Go through the listing and repeat each entry exactly, but include no pictures.

• • • • • • •

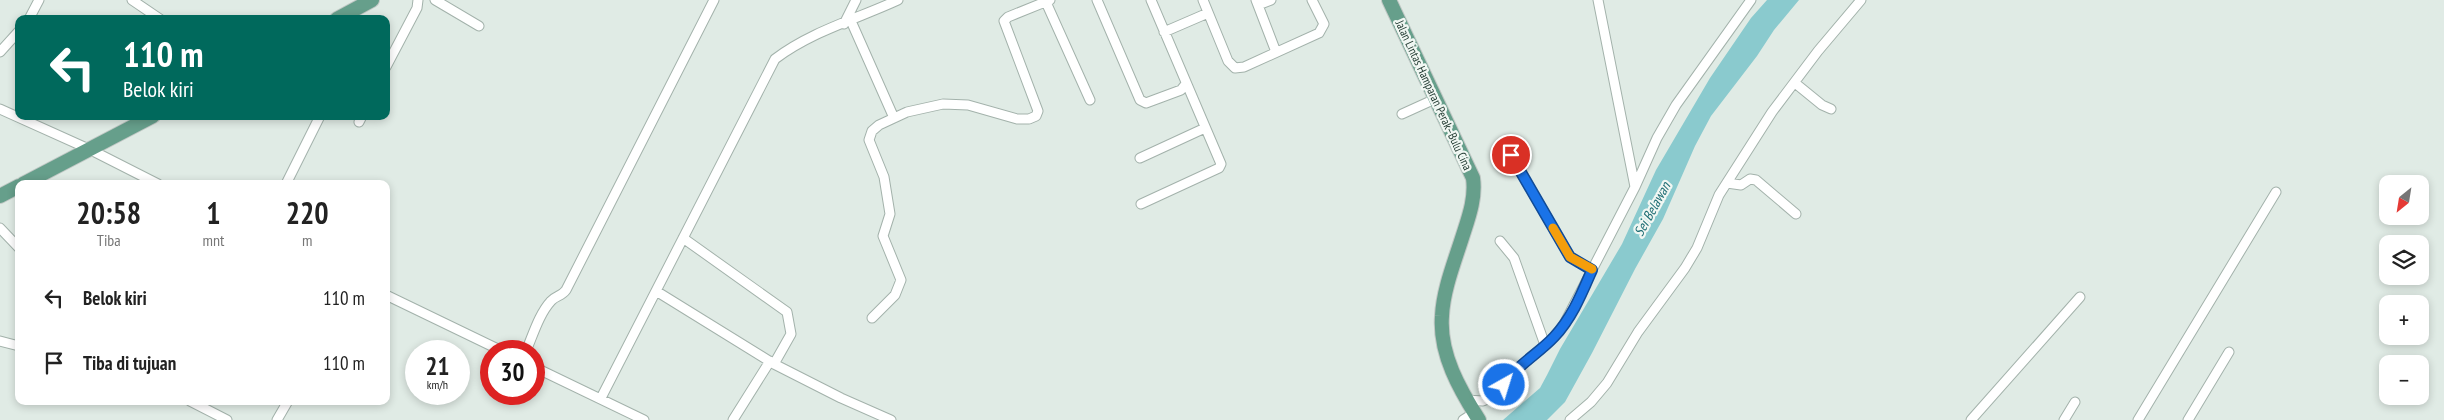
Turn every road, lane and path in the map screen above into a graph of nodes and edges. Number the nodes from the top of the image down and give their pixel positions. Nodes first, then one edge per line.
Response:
1 (39, 0) edge
2 (132, 0) edge
3 (372, 0) edge
4 (418, 0) edge
5 (435, 0) edge
6 (714, 0) edge
7 (856, 0) edge
8 (898, 0) edge
9 (1097, 0) edge
10 (1151, 0) edge
11 (1202, 0) edge
12 (1272, 0) edge
13 (1312, 0) edge
14 (1389, 0) edge
15 (1598, 0) edge
16 (1751, 0) edge
17 (1861, 0) edge
18 (1046, 1) edge
19 (1257, 3) edge
20 (1208, 13) junction
21 (31, 15) edge
22 (154, 15) edge
23 (344, 15) edge
24 (848, 22) junction
25 (479, 26) dead end
26 (1164, 32) junction
27 (15, 35) edge
28 (0, 52) edge
29 (1276, 52) junction
30 (390, 59) edge
31 (1795, 83) junction
32 (1185, 85) junction
33 (1435, 99) junction
34 (1090, 100) dead end
35 (0, 109) edge
36 (1831, 109) dead end
37 (1402, 114) dead end
38 (15, 116) edge
39 (894, 118) junction
40 (24, 120) edge
41 (146, 120) edge
42 (318, 120) edge
43 (1205, 128) junction
44 (91, 150) junction
45 (1511, 155) dead end
46 (1140, 158) dead end
47 (32, 180) edge
48 (150, 180) edge
49 (288, 180) edge
50 (1727, 183) junction
51 (1635, 187) junction
52 (15, 188) edge
53 (2276, 192) dead end
54 (0, 196) edge
55 (1141, 204) dead end
56 (1796, 214) dead end
57 (0, 228) edge
58 (683, 238) junction
59 (1500, 241) dead end
60 (15, 244) edge
61 (1592, 270) junction
62 (656, 291) junction
63 (390, 297) edge
64 (2080, 297) dead end
65 (872, 318) dead end
66 (480, 340) edge
67 (531, 340) edge
68 (0, 341) edge
69 (15, 345) edge
70 (1544, 345) junction
71 (2229, 352) dead end
72 (772, 362) junction
73 (545, 372) edge
74 (601, 398) junction
75 (1466, 400) junction
76 (2075, 402) dead end
77 (198, 405) edge
78 (286, 405) edge
79 (1473, 418) edge
80 (1575, 418) edge
81 (227, 420) edge
82 (278, 420) edge
83 (644, 420) edge
84 (733, 420) edge
85 (891, 420) edge
86 (1971, 420) edge
87 (2064, 420) edge
88 (2138, 420) edge
89 (2188, 420) edge

1 - 21 street
2 - 22 street
3 - 23 main road
4 - 30 street
5 - 25 street
6 - 67 street
7 - 24 street
8 - 24 street
9 - 32 street
10 - 26 street
11 - 20 street
12 - 19 street
13 - 29 street
14 - 33 main road, Jalan Lintas Hamparan Perak–Bulu Cina
15 - 51 street
16 - 51 street
17 - 31 street
18 - 34 street
18 - 39 street
19 - 29 street
20 - 26 street
20 - 29 street
24 - 39 street
24 - 58 street
26 - 32 street
27 - 28 street
31 - 36 street
31 - 50 street
32 - 43 street
33 - 37 street
33 - 75 main road, Jalan Lintas Hamparan Perak–Bulu Cina
35 - 38 street
39 - 65 street
40 - 44 street
41 - 44 main road
42 - 49 street
43 - 46 street
43 - 55 street
44 - 47 main road
44 - 48 street
45 - 61 street
50 - 56 street
50 - 80 street
51 - 61 street
52 - 54 main road
53 - 88 street
57 - 60 street
58 - 62 street
58 - 72 street
59 - 70 street
61 - 70 street
62 - 72 street
62 - 74 street
63 - 66 street
64 - 86 street
68 - 69 street
70 - 75 street
71 - 89 street
72 - 84 street
72 - 85 street
73 - 74 street
74 - 83 street
75 - 79 main road, Jalan Lintas Hamparan Perak–Bulu Cina
76 - 87 street
77 - 81 street
78 - 82 street

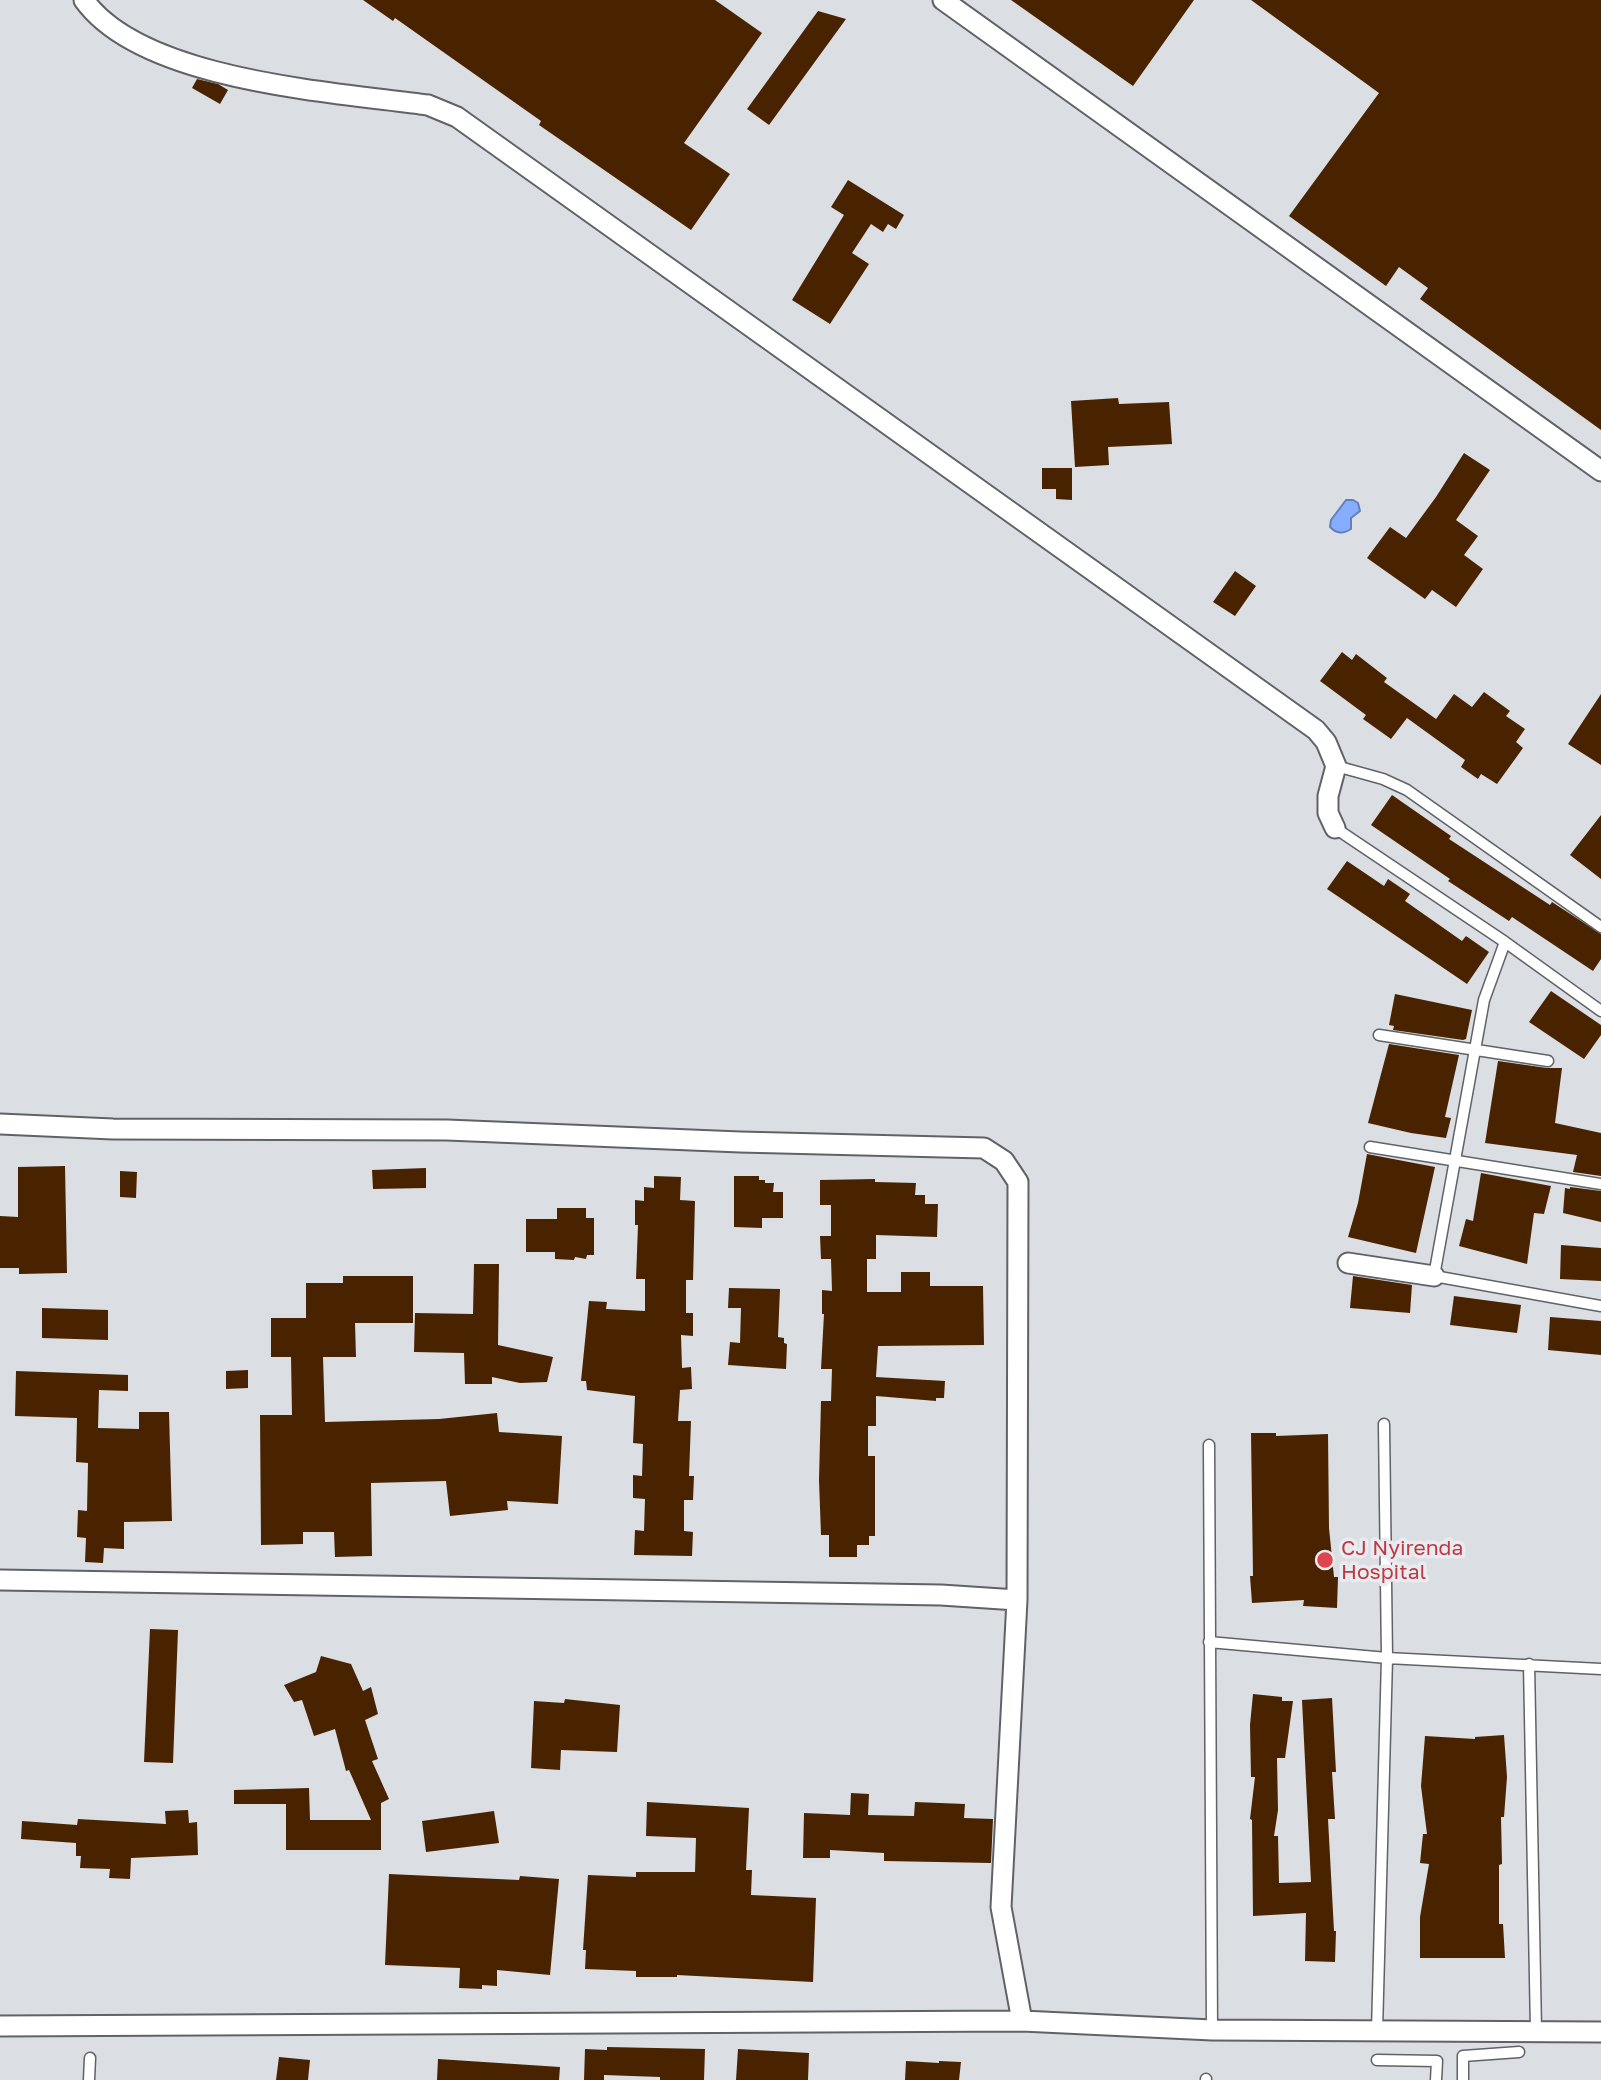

• • • • • • •

## SOLUTION FOR THIS EXERCISE
Turn every road, lane and path in the map screen above into a graph of nodes and edges. Number the nodes from the top of the image down and give their pixel positions. Nodes first, then one edge per line.
Response:
1 (39, 0) edge
2 (132, 0) edge
3 (372, 0) edge
4 (418, 0) edge
5 (435, 0) edge
6 (714, 0) edge
7 (856, 0) edge
8 (898, 0) edge
9 (1097, 0) edge
10 (1151, 0) edge
11 (1202, 0) edge
12 (1272, 0) edge
13 (1312, 0) edge
14 (1389, 0) edge
15 (1598, 0) edge
16 (1751, 0) edge
17 (1861, 0) edge
18 (1046, 1) edge
19 (1257, 3) edge
20 (1208, 13) junction
21 (31, 15) edge
22 (154, 15) edge
23 (344, 15) edge
24 (848, 22) junction
25 (479, 26) dead end
26 (1164, 32) junction
27 (15, 35) edge
28 (0, 52) edge
29 (1276, 52) junction
30 (390, 59) edge
31 (1795, 83) junction
32 (1185, 85) junction
33 (1435, 99) junction
34 (1090, 100) dead end
35 (0, 109) edge
36 (1831, 109) dead end
37 (1402, 114) dead end
38 (15, 116) edge
39 (894, 118) junction
40 (24, 120) edge
41 (146, 120) edge
42 (318, 120) edge
43 (1205, 128) junction
44 (91, 150) junction
45 (1511, 155) dead end
46 (1140, 158) dead end
47 (32, 180) edge
48 (150, 180) edge
49 (288, 180) edge
50 (1727, 183) junction
51 (1635, 187) junction
52 (15, 188) edge
53 (2276, 192) dead end
54 (0, 196) edge
55 (1141, 204) dead end
56 (1796, 214) dead end
57 (0, 228) edge
58 (683, 238) junction
59 (1500, 241) dead end
60 (15, 244) edge
61 (1592, 270) junction
62 (656, 291) junction
63 (390, 297) edge
64 (2080, 297) dead end
65 (872, 318) dead end
66 (480, 340) edge
67 (531, 340) edge
68 (0, 341) edge
69 (15, 345) edge
70 (1544, 345) junction
71 (2229, 352) dead end
72 (772, 362) junction
73 (545, 372) edge
74 (601, 398) junction
75 (1466, 400) junction
76 (2075, 402) dead end
77 (198, 405) edge
78 (286, 405) edge
79 (1473, 418) edge
80 (1575, 418) edge
81 (227, 420) edge
82 (278, 420) edge
83 (644, 420) edge
84 (733, 420) edge
85 (891, 420) edge
86 (1971, 420) edge
87 (2064, 420) edge
88 (2138, 420) edge
89 (2188, 420) edge

1 - 21 street
2 - 22 street
3 - 23 main road
4 - 30 street
5 - 25 street
6 - 67 street
7 - 24 street
8 - 24 street
9 - 32 street
10 - 26 street
11 - 20 street
12 - 19 street
13 - 29 street
14 - 33 main road, Jalan Lintas Hamparan Perak–Bulu Cina
15 - 51 street
16 - 51 street
17 - 31 street
18 - 34 street
18 - 39 street
19 - 29 street
20 - 26 street
20 - 29 street
24 - 39 street
24 - 58 street
26 - 32 street
27 - 28 street
31 - 36 street
31 - 50 street
32 - 43 street
33 - 37 street
33 - 75 main road, Jalan Lintas Hamparan Perak–Bulu Cina
35 - 38 street
39 - 65 street
40 - 44 street
41 - 44 main road
42 - 49 street
43 - 46 street
43 - 55 street
44 - 47 main road
44 - 48 street
45 - 61 street
50 - 56 street
50 - 80 street
51 - 61 street
52 - 54 main road
53 - 88 street
57 - 60 street
58 - 62 street
58 - 72 street
59 - 70 street
61 - 70 street
62 - 72 street
62 - 74 street
63 - 66 street
64 - 86 street
68 - 69 street
70 - 75 street
71 - 89 street
72 - 84 street
72 - 85 street
73 - 74 street
74 - 83 street
75 - 79 main road, Jalan Lintas Hamparan Perak–Bulu Cina
76 - 87 street
77 - 81 street
78 - 82 street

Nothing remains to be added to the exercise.